━━ Supplied records ━━

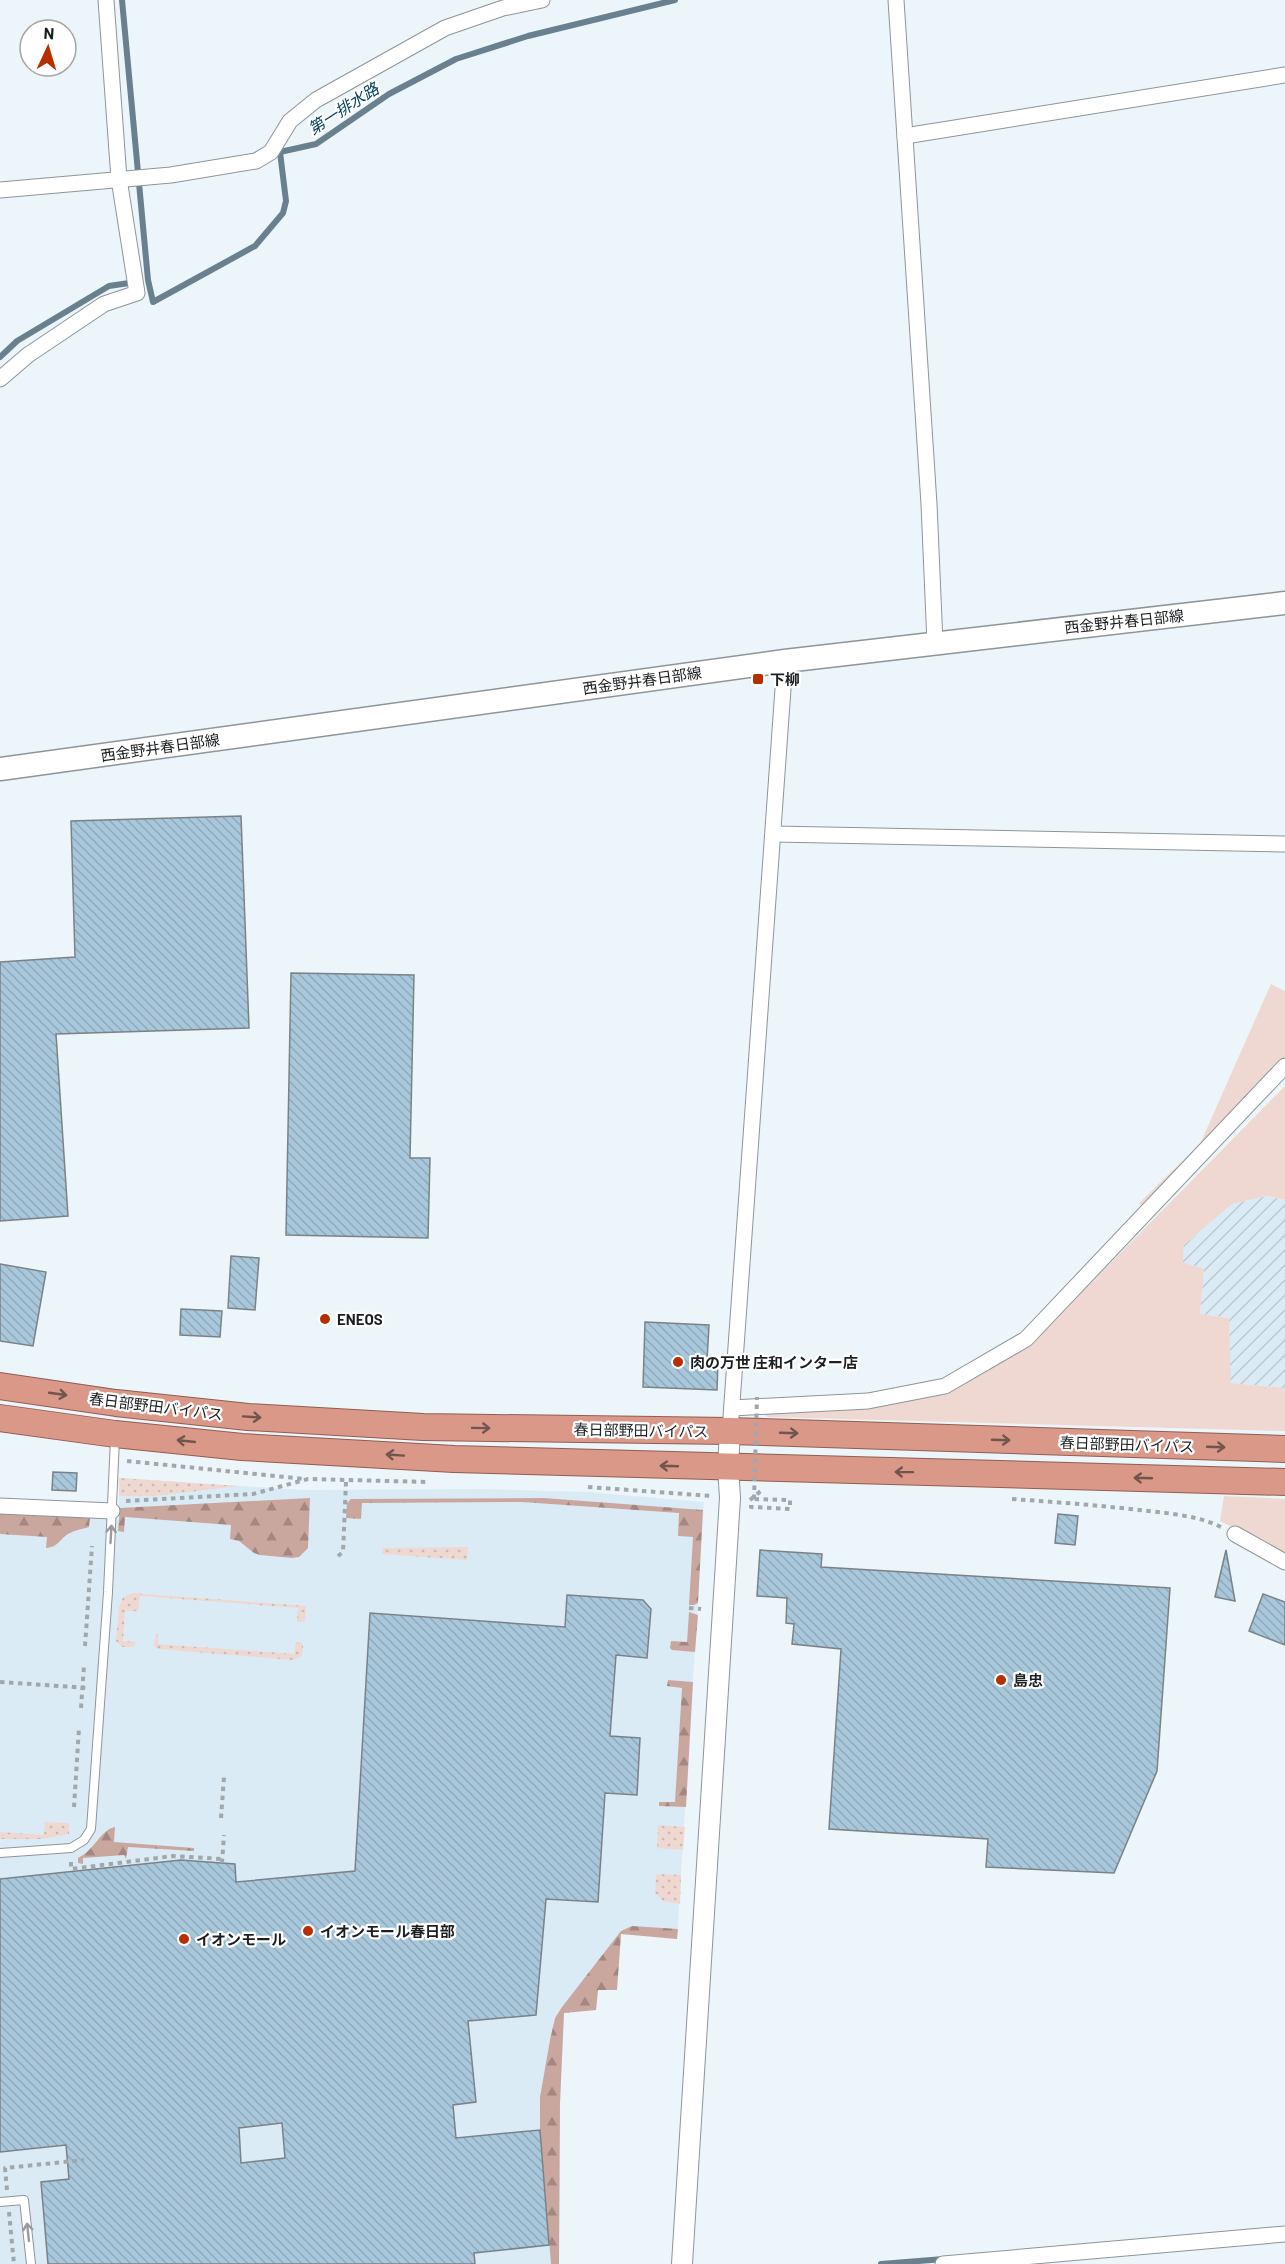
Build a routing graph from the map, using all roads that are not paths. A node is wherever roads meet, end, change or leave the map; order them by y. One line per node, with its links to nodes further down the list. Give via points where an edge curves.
1 (106, 0): 6 (street)
2 (542, 0): 6 (street, via 503,8 445,28 316,100 290,122 271,152 256,161)
3 (896, 0): 5 (street)
4 (1285, 75): 5 (street)
5 (905, 136): 10 (street)
6 (119, 179): 7 (street); 8 (street, via 137,293 104,304 28,355)
7 (0, 190)
8 (0, 379)
9 (1285, 603): 10 (main road, 西金野井春日部線)
10 (935, 643): 11 (main road, 西金野井春日部線)
11 (785, 661): 12 (main road, 西金野井春日部線); 13 (street)
12 (0, 769)
13 (774, 834): 14 (street); 18 (street)
14 (1285, 844)
15 (1285, 1066): 18 (street, via 1026,1339 945,1386 868,1401)
16 (0, 1386): 18 (highway, 春日部野田バイパス, one-way to 18, via 248,1417 423,1427)
17 (0, 1418): 19 (highway, 春日部野田バイパス)
18 (731, 1419): 20 (highway, 春日部野田バイパス, one-way to 20); 21 (street)
19 (115, 1434): 21 (highway, 春日部野田バイパス, one-way to 19, via 454,1459 242,1447); 24 (lane)
20 (1285, 1449)
21 (728, 1467): 22 (highway, 春日部野田バイパス, one-way to 21); 31 (street, via 730,1498)
22 (1285, 1482)
23 (0, 1506): 24 (street)
24 (112, 1506): 27 (lane, one-way to 24, via 71,1848 84,1840 91,1829)
25 (1235, 1534): 26 (street)
26 (1285, 1562)
27 (0, 1853)
28 (0, 2202): 30 (lane, one-way to 28, via 24,2200)
29 (1285, 2234): 32 (street)
30 (31, 2264)
31 (682, 2264)
32 (942, 2264)

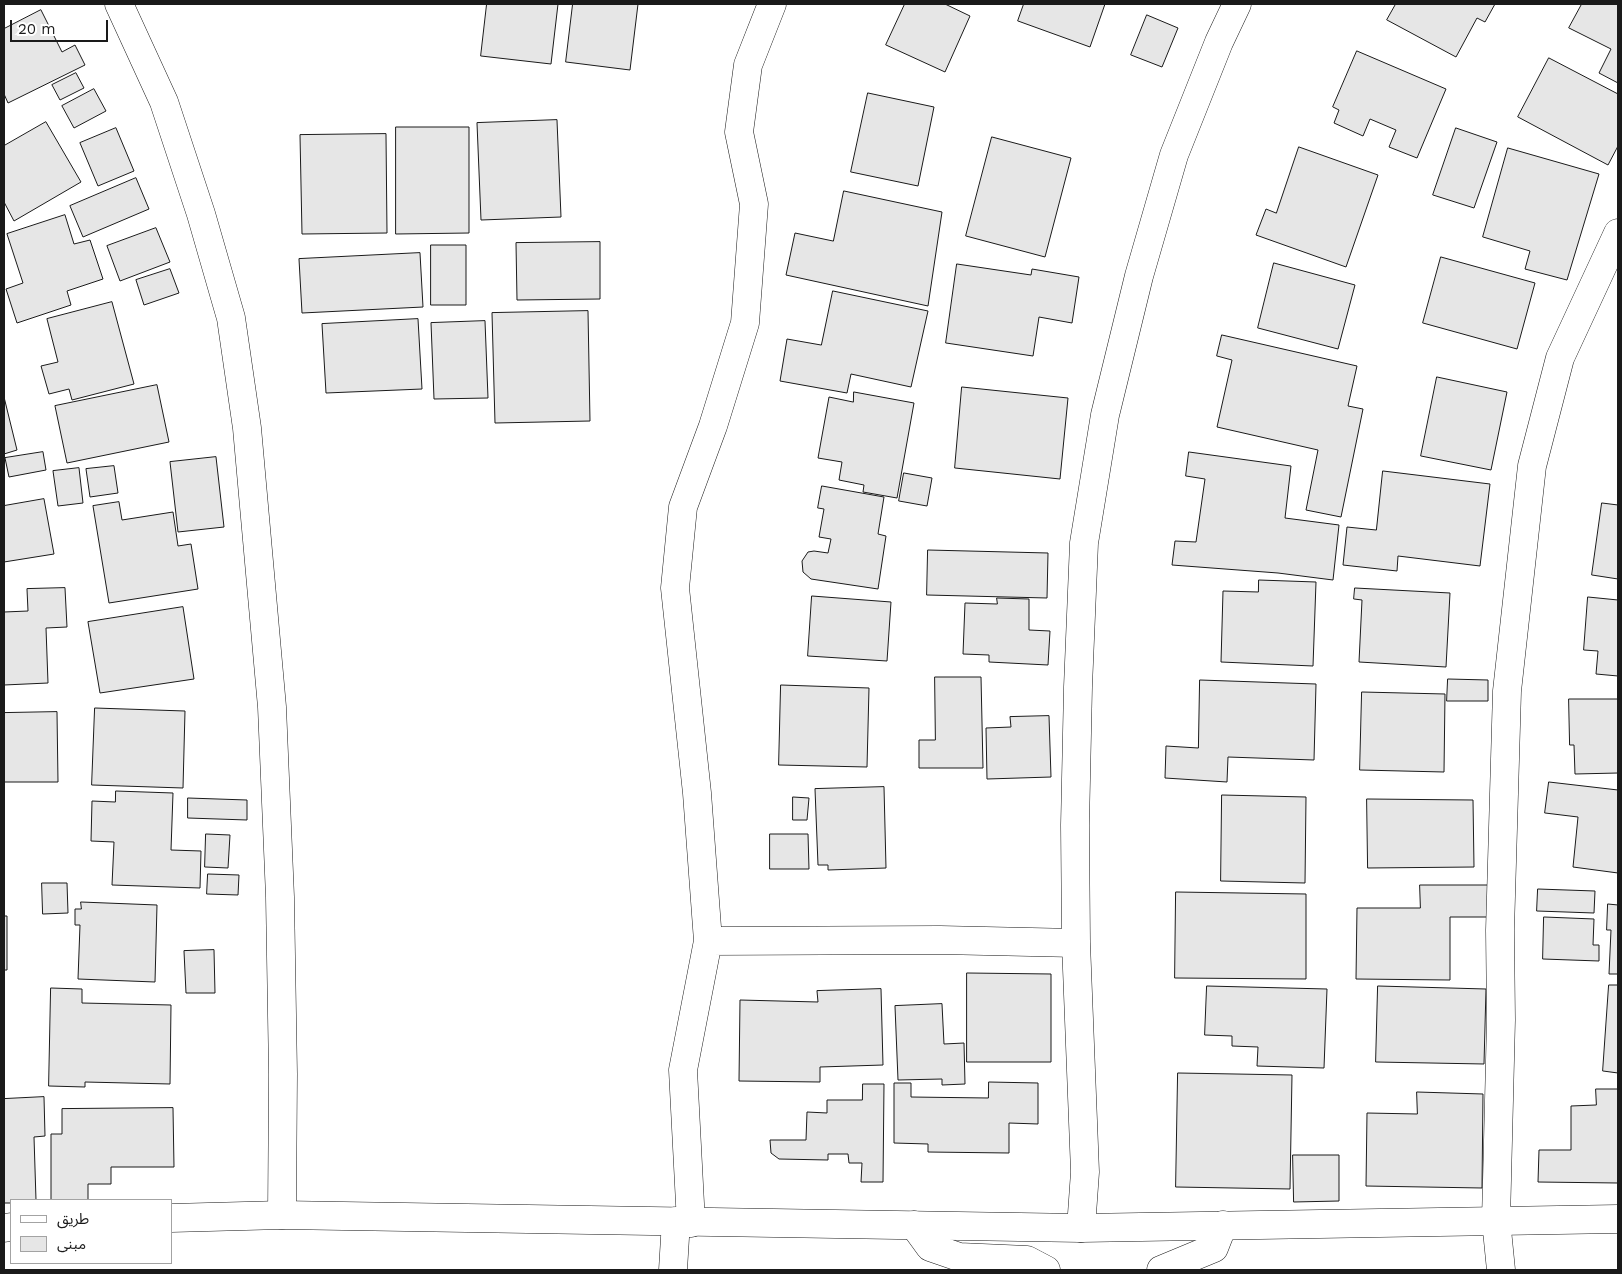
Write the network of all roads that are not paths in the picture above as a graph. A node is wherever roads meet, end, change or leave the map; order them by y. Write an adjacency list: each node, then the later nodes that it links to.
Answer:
1 (119, 4): 7 (street)
2 (772, 4): 5 (street)
3 (1237, 4): 6 (street)
4 (1618, 233): 10 (street)
5 (708, 941): 6 (street); 11 (street)
6 (1076, 943): 14 (street)
7 (282, 1215): 8 (street); 11 (street)
8 (172, 1218)
9 (1618, 1219): 10 (street)
10 (1496, 1220): 13 (street); 18 (street)
11 (683, 1222): 12 (street); 15 (street)
12 (914, 1225): 14 (street); 16 (street)
13 (1224, 1225): 14 (street); 17 (street)
14 (1081, 1228)
15 (673, 1270)
16 (1046, 1270)
17 (1160, 1270)
18 (1501, 1270)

━━━

• [Exercise directions] The whole listing above should be restated word for word, minus any images.

• [Task solution]
Build a routing graph from the map, using all roads that are not paths. A node is wherever roads meet, end, change or leave the map; order them by y. One line per node, with its links to nodes further down the list. Give via points where an edge curves.
1 (106, 0): 6 (street)
2 (542, 0): 6 (street, via 503,8 445,28 316,100 290,122 271,152 256,161)
3 (896, 0): 5 (street)
4 (1285, 75): 5 (street)
5 (905, 136): 10 (street)
6 (119, 179): 7 (street); 8 (street, via 137,293 104,304 28,355)
7 (0, 190)
8 (0, 379)
9 (1285, 603): 10 (main road, 西金野井春日部線)
10 (935, 643): 11 (main road, 西金野井春日部線)
11 (785, 661): 12 (main road, 西金野井春日部線); 13 (street)
12 (0, 769)
13 (774, 834): 14 (street); 18 (street)
14 (1285, 844)
15 (1285, 1066): 18 (street, via 1026,1339 945,1386 868,1401)
16 (0, 1386): 18 (highway, 春日部野田バイパス, one-way to 18, via 248,1417 423,1427)
17 (0, 1418): 19 (highway, 春日部野田バイパス)
18 (731, 1419): 20 (highway, 春日部野田バイパス, one-way to 20); 21 (street)
19 (115, 1434): 21 (highway, 春日部野田バイパス, one-way to 19, via 454,1459 242,1447); 24 (lane)
20 (1285, 1449)
21 (728, 1467): 22 (highway, 春日部野田バイパス, one-way to 21); 31 (street, via 730,1498)
22 (1285, 1482)
23 (0, 1506): 24 (street)
24 (112, 1506): 27 (lane, one-way to 24, via 71,1848 84,1840 91,1829)
25 (1235, 1534): 26 (street)
26 (1285, 1562)
27 (0, 1853)
28 (0, 2202): 30 (lane, one-way to 28, via 24,2200)
29 (1285, 2234): 32 (street)
30 (31, 2264)
31 (682, 2264)
32 (942, 2264)

Write the network of all roads that are not paths in the picture above as a graph. A node is wherever roads meet, end, change or leave the map; order them by y. Write an adjacency list: each node, then the later nodes that it links to.
Answer:
1 (119, 4): 7 (street)
2 (772, 4): 5 (street)
3 (1237, 4): 6 (street)
4 (1618, 233): 10 (street)
5 (708, 941): 6 (street); 11 (street)
6 (1076, 943): 14 (street)
7 (282, 1215): 8 (street); 11 (street)
8 (172, 1218)
9 (1618, 1219): 10 (street)
10 (1496, 1220): 13 (street); 18 (street)
11 (683, 1222): 12 (street); 15 (street)
12 (914, 1225): 14 (street); 16 (street)
13 (1224, 1225): 14 (street); 17 (street)
14 (1081, 1228)
15 (673, 1270)
16 (1046, 1270)
17 (1160, 1270)
18 (1501, 1270)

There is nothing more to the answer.